(Material provided)

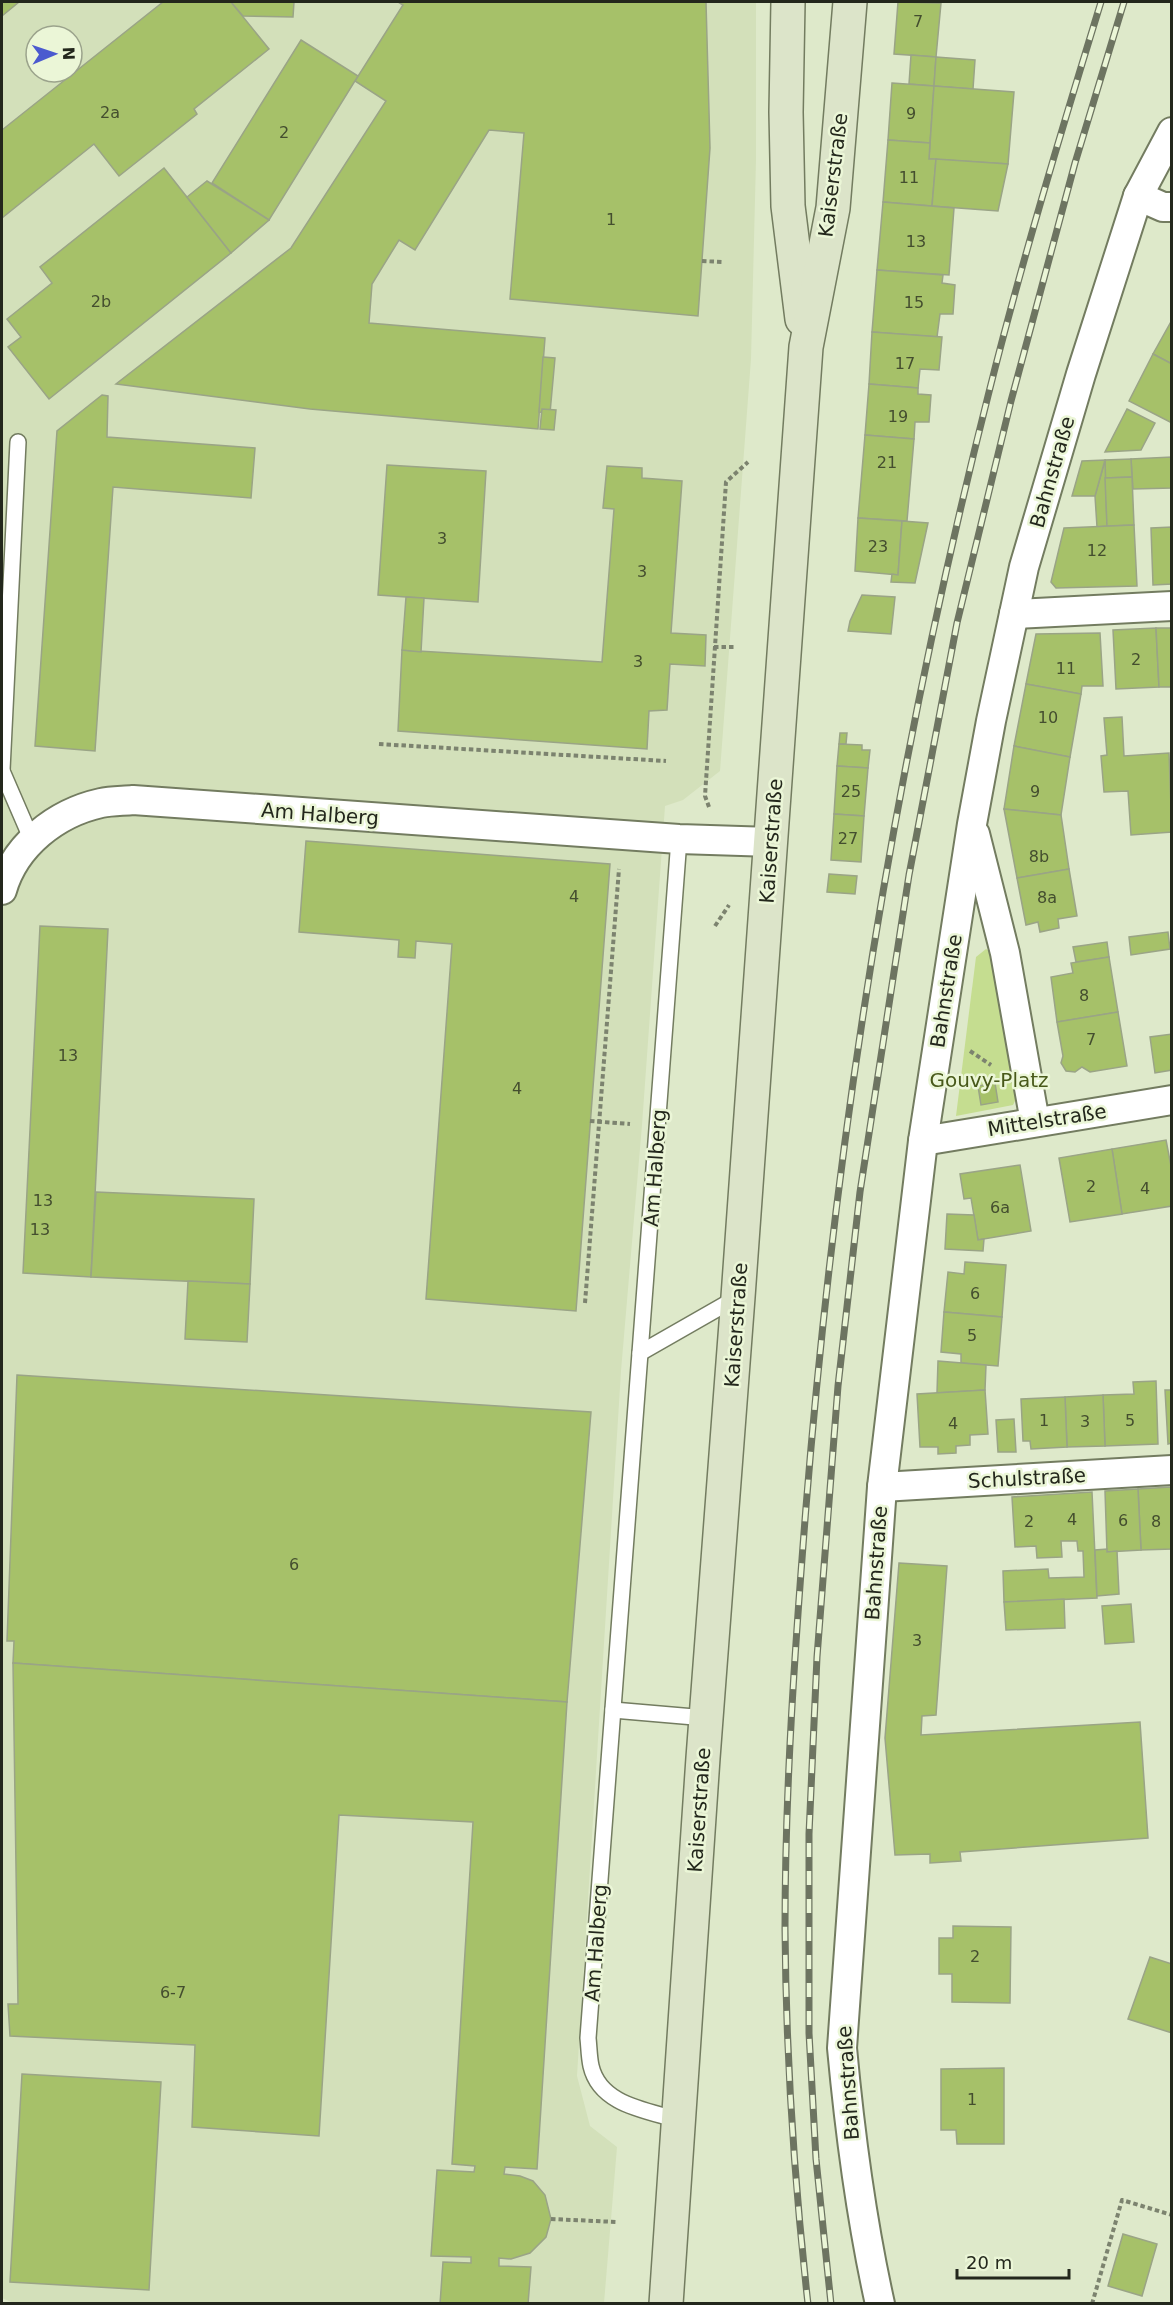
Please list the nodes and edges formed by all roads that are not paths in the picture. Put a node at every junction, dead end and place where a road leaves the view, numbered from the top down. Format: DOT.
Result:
graph roads {
  1 [pos="789,2"];
  2 [pos="850,2"];
  3 [pos="1172,132"];
  4 [pos="1138,196"];
  5 [pos="1172,207"];
  6 [pos="806,347"];
  7 [pos="18,442"];
  8 [pos="1172,606"];
  9 [pos="1014,614"];
  10 [pos="2,771"];
  11 [pos="972,824"];
  12 [pos="31,838"];
  13 [pos="679,839"];
  14 [pos="771,842"];
  15 [pos="2,890"];
  16 [pos="1172,1100"];
  17 [pos="1035,1122"];
  18 [pos="923,1141"];
  19 [pos="738,1297"];
  20 [pos="640,1353"];
  21 [pos="1172,1470"];
  22 [pos="882,1487"];
  23 [pos="613,1710"];
  24 [pos="706,1718"];
  25 [pos="678,2120"];
  26 [pos="666,2304"];
  27 [pos="880,2304"];
  1 -- 6 [label="main road, Kaiserstraße"];
  2 -- 6 [label="main road, Kaiserstraße"];
  3 -- 4 [label="street, Bahnstraße"];
  4 -- 5 [label="street"];
  4 -- 9 [label="street, Bahnstraße"];
  6 -- 14 [label="main road, Kaiserstraße"];
  7 -- 10 [label="lane"];
  8 -- 9 [label="street"];
  9 -- 11 [label="street, Bahnstraße"];
  10 -- 12 [label="lane"];
  11 -- 17 [label="street, Bahnstraße"];
  11 -- 18 [label="street, Bahnstraße"];
  12 -- 13 [label="street, Am Halberg"];
  12 -- 15 [label="street, Am Halberg"];
  13 -- 14 [label="street, Am Halberg"];
  13 -- 20 [label="lane, Am Halberg"];
  14 -- 19 [label="main road, Kaiserstraße"];
  16 -- 17 [label="street, Mittelstraße"];
  17 -- 18 [label="street, Mittelstraße"];
  18 -- 22 [label="street, Bahnstraße"];
  19 -- 20 [label="lane"];
  19 -- 24 [label="main road, Kaiserstraße"];
  20 -- 23 [label="lane, Am Halberg"];
  21 -- 22 [label="street, Schulstraße"];
  22 -- 27 [label="street, Bahnstraße"];
  23 -- 24 [label="lane"];
  23 -- 25 [label="lane, Am Halberg"];
  24 -- 25 [label="main road, Kaiserstraße"];
  25 -- 26 [label="main road, Kaiserstraße"];
}
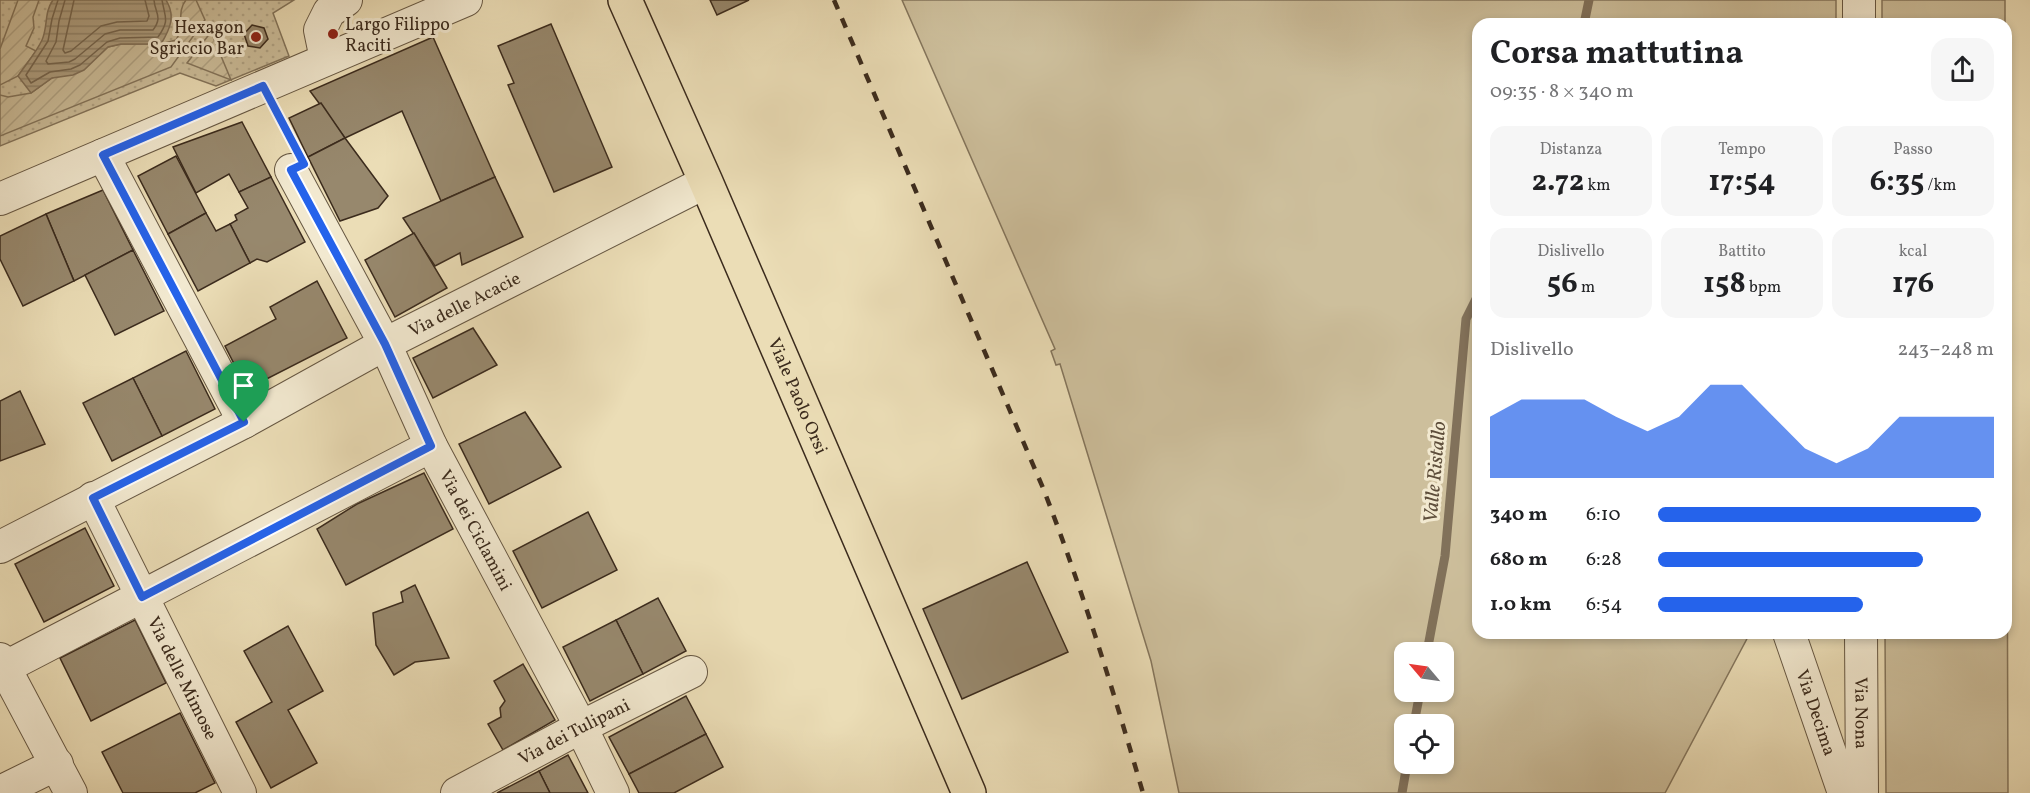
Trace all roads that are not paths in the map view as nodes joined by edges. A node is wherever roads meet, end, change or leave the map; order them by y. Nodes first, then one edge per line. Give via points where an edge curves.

(End Material provided)

- _To do_
Apart from the pictures, every line above must be repeated exactly.

- _Answer box_
Please list the nodes and edges formed by all roads that are not paths in the picture. Put a node at every junction, dead end and place where a road leaves the view, numbered from the top down. Format: DOT.
Result:
graph roads {
  1 [pos="789,2"];
  2 [pos="850,2"];
  3 [pos="1172,132"];
  4 [pos="1138,196"];
  5 [pos="1172,207"];
  6 [pos="806,347"];
  7 [pos="18,442"];
  8 [pos="1172,606"];
  9 [pos="1014,614"];
  10 [pos="2,771"];
  11 [pos="972,824"];
  12 [pos="31,838"];
  13 [pos="679,839"];
  14 [pos="771,842"];
  15 [pos="2,890"];
  16 [pos="1172,1100"];
  17 [pos="1035,1122"];
  18 [pos="923,1141"];
  19 [pos="738,1297"];
  20 [pos="640,1353"];
  21 [pos="1172,1470"];
  22 [pos="882,1487"];
  23 [pos="613,1710"];
  24 [pos="706,1718"];
  25 [pos="678,2120"];
  26 [pos="666,2304"];
  27 [pos="880,2304"];
  1 -- 6 [label="main road, Kaiserstraße"];
  2 -- 6 [label="main road, Kaiserstraße"];
  3 -- 4 [label="street, Bahnstraße"];
  4 -- 5 [label="street"];
  4 -- 9 [label="street, Bahnstraße"];
  6 -- 14 [label="main road, Kaiserstraße"];
  7 -- 10 [label="lane"];
  8 -- 9 [label="street"];
  9 -- 11 [label="street, Bahnstraße"];
  10 -- 12 [label="lane"];
  11 -- 17 [label="street, Bahnstraße"];
  11 -- 18 [label="street, Bahnstraße"];
  12 -- 13 [label="street, Am Halberg"];
  12 -- 15 [label="street, Am Halberg"];
  13 -- 14 [label="street, Am Halberg"];
  13 -- 20 [label="lane, Am Halberg"];
  14 -- 19 [label="main road, Kaiserstraße"];
  16 -- 17 [label="street, Mittelstraße"];
  17 -- 18 [label="street, Mittelstraße"];
  18 -- 22 [label="street, Bahnstraße"];
  19 -- 20 [label="lane"];
  19 -- 24 [label="main road, Kaiserstraße"];
  20 -- 23 [label="lane, Am Halberg"];
  21 -- 22 [label="street, Schulstraße"];
  22 -- 27 [label="street, Bahnstraße"];
  23 -- 24 [label="lane"];
  23 -- 25 [label="lane, Am Halberg"];
  24 -- 25 [label="main road, Kaiserstraße"];
  25 -- 26 [label="main road, Kaiserstraße"];
}
Trace all roads that are not paths in the map view as nodes joined by edges. A node is wherever roads meet, end, change or leave the map; order them by y. Nodes first, then one edge per line. Give via points where an edge curves.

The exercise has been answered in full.